People take part in a candlelit vigil in memory of the residents of the Bon Secours Mother and Baby Home in Tuam. Photograph: Ray Ryan

When PJ Haverty joined a candle-lit walk into Tuam, Co Galway on Wednesday night, he could only think of the distressed steps taken on the very same route by his late mother, Eileen.

“For 5? years she was in and out of the town on foot to the mother and babies home, begging for me to be returned to her,” Mr Haverty said.

Mr Haverty was one of more than 300 participants in a vigil which began at the unofficial burial grounds for the former Bon Secours home on the Dublin Road and continued to Tuam Town Square.

The vigil, organised by artist Sadie Cramer and local historian Catherine Corless, is part of a series of community events recognising the legacy of the institution which housed unmarried mothers and their children from the 1920s to 1961.

The excavation has been conducted by archaeologists on behalf of the Commission of Investigation into Mother and Baby Homes, with a five-week time frame.

The commission was unavailable for comment on Wednesday, but it has explained that the purpose of examining a “sample of the site” is to “resolve a number of queries . . . in relation to interment of human remains at this location”. A geophysical survey of the area was conducted in October 2015.

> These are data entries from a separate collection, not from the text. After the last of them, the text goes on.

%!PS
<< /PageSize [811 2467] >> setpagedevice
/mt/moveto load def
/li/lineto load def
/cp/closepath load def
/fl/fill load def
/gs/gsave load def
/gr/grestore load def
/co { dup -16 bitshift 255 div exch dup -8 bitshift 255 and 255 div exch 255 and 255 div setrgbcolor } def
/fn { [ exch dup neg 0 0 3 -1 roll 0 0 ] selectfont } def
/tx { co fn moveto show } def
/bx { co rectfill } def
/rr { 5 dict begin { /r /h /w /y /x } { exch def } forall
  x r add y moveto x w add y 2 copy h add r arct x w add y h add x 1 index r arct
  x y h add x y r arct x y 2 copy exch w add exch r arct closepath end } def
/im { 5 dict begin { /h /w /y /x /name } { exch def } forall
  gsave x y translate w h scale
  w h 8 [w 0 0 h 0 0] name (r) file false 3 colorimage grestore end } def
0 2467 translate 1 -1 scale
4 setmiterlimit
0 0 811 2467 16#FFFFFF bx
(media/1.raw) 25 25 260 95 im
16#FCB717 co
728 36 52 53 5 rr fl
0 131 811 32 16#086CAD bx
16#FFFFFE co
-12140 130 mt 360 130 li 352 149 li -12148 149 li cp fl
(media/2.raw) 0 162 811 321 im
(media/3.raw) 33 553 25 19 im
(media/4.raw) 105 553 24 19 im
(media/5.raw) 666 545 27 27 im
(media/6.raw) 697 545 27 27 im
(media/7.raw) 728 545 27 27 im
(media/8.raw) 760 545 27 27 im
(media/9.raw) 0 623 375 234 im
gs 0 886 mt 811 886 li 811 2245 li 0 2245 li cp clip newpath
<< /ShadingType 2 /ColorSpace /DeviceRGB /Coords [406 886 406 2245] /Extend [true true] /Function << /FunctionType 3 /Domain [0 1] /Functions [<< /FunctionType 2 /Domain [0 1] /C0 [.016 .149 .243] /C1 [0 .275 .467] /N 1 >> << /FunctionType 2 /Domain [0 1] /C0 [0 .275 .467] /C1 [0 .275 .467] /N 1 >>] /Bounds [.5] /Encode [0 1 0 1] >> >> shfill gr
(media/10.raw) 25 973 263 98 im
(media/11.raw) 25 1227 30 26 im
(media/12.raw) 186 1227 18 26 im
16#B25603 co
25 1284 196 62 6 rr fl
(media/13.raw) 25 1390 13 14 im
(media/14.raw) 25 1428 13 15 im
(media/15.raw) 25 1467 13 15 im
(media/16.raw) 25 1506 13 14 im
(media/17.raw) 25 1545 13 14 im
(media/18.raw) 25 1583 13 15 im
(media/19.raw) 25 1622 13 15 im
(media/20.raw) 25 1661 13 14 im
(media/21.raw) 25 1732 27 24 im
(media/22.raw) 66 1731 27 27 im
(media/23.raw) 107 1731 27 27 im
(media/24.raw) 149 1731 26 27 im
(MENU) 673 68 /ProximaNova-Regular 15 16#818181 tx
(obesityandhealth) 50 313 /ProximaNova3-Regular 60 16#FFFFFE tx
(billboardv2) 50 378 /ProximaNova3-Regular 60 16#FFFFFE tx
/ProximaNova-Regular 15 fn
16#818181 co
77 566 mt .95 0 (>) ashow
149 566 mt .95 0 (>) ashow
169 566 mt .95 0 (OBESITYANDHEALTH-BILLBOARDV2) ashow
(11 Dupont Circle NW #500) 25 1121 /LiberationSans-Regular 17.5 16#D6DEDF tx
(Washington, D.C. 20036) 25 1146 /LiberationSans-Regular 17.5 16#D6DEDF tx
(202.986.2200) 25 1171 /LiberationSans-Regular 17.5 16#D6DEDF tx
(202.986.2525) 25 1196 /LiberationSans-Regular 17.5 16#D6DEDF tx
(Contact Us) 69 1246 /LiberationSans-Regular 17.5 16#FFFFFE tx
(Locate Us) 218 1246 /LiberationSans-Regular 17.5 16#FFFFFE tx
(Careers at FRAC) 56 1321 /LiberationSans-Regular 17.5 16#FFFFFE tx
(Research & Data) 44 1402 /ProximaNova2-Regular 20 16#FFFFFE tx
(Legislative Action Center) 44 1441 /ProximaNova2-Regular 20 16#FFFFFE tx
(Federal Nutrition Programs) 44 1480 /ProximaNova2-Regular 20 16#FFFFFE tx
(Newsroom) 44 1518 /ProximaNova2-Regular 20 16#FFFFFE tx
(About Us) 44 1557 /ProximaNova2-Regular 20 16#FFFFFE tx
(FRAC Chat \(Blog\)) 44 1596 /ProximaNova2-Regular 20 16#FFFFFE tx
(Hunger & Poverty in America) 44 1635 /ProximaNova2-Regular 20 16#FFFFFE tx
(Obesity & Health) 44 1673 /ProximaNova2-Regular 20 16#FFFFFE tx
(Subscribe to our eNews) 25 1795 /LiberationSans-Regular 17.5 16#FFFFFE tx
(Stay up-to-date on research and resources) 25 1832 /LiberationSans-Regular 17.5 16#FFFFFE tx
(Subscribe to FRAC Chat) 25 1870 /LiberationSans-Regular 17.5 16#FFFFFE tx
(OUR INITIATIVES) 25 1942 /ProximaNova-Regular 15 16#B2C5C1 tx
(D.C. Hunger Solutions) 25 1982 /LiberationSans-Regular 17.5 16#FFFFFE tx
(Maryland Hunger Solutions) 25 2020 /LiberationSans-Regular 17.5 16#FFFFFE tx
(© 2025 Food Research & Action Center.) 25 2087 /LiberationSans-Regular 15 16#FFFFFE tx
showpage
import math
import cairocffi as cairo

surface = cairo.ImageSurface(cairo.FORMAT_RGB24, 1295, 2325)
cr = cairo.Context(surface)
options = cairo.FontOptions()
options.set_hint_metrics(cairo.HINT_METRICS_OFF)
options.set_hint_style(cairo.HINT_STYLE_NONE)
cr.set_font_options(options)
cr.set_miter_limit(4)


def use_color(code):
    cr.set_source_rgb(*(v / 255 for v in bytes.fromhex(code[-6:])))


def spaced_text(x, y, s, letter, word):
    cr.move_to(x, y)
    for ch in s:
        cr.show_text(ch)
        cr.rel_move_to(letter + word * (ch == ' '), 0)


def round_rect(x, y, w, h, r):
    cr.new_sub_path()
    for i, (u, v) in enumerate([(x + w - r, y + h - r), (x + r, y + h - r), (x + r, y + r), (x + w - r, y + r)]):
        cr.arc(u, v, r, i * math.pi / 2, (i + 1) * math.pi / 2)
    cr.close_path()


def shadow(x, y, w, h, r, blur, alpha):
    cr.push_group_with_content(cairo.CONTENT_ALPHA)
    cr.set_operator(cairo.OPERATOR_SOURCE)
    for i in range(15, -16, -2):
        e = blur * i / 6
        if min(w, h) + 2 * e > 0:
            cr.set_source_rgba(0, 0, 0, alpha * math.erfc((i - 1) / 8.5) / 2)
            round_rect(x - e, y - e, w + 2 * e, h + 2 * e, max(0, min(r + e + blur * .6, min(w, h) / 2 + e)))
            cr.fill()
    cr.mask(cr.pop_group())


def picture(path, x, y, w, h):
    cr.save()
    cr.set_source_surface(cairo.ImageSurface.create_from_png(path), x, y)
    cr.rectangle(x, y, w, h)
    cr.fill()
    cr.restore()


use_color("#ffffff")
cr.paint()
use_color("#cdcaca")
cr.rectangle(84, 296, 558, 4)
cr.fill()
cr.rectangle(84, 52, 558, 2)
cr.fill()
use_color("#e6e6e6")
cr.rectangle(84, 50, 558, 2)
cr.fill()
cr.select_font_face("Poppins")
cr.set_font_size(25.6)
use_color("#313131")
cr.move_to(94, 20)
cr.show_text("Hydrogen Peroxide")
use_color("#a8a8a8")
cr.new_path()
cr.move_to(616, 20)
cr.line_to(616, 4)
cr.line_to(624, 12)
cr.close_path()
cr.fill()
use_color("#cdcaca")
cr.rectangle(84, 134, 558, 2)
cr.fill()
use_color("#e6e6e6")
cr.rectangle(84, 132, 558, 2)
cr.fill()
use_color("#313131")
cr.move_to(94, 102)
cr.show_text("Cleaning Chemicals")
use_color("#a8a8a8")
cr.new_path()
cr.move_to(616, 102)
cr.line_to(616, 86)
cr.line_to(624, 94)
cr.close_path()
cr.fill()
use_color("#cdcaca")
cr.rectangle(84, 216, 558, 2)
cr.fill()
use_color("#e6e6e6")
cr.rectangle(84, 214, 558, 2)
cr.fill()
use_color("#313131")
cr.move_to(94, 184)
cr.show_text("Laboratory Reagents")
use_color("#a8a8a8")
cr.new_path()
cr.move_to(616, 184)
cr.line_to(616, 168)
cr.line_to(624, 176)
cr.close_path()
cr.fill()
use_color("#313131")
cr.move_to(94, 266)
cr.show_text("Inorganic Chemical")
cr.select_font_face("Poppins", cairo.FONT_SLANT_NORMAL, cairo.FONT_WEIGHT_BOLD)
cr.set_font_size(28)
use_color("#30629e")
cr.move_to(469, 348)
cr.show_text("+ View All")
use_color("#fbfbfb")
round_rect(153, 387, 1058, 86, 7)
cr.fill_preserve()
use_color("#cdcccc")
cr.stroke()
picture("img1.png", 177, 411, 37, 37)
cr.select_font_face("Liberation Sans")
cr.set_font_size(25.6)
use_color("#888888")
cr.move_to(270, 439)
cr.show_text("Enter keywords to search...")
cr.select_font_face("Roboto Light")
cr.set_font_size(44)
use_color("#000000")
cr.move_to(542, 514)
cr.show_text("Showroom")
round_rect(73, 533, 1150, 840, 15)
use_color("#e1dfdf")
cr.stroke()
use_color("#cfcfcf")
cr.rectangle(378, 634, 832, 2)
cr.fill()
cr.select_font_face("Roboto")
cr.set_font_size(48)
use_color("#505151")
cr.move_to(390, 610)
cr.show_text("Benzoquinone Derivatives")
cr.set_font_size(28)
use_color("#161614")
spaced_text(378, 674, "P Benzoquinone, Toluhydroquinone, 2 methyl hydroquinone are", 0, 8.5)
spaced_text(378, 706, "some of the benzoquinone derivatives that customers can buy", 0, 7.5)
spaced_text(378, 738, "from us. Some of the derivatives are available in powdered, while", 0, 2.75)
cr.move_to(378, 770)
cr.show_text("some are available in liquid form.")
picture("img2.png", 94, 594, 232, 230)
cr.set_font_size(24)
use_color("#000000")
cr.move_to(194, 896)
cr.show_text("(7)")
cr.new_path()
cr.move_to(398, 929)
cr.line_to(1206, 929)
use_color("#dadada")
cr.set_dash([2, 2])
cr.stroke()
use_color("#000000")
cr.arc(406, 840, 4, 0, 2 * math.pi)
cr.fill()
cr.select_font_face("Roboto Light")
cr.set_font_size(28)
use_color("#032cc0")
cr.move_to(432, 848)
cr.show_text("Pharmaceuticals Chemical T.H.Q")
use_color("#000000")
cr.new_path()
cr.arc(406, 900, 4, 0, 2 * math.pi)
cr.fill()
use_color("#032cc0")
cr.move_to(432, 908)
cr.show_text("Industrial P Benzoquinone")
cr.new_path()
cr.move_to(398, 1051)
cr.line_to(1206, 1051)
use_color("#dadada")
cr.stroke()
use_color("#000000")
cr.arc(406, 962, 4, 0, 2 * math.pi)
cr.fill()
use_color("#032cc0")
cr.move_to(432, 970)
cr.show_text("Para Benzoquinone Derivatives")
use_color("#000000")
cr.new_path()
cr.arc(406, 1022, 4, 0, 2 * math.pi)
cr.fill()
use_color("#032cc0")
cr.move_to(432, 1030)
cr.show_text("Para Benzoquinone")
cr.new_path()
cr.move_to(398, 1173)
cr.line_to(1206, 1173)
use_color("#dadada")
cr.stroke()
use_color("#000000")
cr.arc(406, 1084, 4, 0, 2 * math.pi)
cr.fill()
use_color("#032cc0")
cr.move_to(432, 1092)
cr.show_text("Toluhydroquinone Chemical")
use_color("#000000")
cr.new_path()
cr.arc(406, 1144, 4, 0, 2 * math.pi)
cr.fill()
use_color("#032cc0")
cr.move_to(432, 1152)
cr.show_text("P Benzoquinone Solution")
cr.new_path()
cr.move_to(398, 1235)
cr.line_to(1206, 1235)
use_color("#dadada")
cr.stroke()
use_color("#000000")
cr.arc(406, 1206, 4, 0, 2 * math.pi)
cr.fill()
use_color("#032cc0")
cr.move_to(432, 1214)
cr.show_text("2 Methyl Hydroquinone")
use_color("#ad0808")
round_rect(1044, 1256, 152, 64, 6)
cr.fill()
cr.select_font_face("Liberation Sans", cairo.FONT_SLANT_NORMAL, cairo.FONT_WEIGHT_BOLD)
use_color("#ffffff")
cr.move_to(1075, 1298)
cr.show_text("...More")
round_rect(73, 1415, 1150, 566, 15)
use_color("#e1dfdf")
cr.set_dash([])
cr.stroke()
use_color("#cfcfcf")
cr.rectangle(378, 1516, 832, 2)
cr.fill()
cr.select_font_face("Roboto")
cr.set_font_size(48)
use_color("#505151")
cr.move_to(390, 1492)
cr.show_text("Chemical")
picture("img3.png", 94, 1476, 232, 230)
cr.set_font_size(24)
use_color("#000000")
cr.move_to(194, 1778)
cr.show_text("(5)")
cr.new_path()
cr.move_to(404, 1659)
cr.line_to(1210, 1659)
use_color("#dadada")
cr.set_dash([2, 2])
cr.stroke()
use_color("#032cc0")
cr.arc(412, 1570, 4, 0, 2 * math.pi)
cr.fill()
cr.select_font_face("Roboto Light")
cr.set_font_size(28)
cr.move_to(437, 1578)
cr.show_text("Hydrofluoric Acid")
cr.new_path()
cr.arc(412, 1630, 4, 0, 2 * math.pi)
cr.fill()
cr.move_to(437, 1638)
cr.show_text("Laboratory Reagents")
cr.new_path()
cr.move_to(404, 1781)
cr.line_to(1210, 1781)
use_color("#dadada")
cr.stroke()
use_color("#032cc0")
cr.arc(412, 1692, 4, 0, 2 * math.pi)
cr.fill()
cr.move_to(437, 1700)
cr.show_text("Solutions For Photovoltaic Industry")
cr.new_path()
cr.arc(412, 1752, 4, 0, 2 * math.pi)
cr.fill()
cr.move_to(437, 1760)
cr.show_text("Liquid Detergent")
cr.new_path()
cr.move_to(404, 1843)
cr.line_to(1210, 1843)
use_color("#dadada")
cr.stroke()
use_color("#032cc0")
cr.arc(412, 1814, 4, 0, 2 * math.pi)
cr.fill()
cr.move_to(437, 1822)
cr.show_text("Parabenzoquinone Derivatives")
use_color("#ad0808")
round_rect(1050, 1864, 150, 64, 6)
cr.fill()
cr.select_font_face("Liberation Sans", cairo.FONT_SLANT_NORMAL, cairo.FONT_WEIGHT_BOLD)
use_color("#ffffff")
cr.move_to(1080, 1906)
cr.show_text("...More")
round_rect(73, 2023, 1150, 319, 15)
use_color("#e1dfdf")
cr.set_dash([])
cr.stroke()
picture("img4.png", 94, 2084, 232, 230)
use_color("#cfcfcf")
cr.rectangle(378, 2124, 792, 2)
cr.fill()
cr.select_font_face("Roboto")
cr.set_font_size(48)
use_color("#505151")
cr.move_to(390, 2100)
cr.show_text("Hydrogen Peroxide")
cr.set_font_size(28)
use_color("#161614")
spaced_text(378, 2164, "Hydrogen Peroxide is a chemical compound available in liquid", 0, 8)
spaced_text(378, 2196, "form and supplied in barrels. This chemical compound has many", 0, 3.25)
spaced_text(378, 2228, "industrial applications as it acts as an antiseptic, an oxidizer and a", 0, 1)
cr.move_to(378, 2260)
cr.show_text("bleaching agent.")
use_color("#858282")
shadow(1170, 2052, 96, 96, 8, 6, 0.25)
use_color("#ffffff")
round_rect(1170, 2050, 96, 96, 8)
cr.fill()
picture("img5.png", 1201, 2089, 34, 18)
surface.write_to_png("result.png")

It was as a result of the research by Ms Corless on death records for some 796 toddlers and babies in Tuam that the commission was established in January 2015 by then health minister Dr James Reilly. Led by Judge Yvonne Murphy, it is examining 14 mother and baby homes and four county homes and is due to report in February 2018.

Foster parents

Mr Haverty, who now lives in Ballinamona in Menlough parish, is married with three sons and farms land left to him by his foster parents. With the encouragement of his foster mother, he made contact with his birth mother, Eileen, in Brixton, London, and met her on three occasions.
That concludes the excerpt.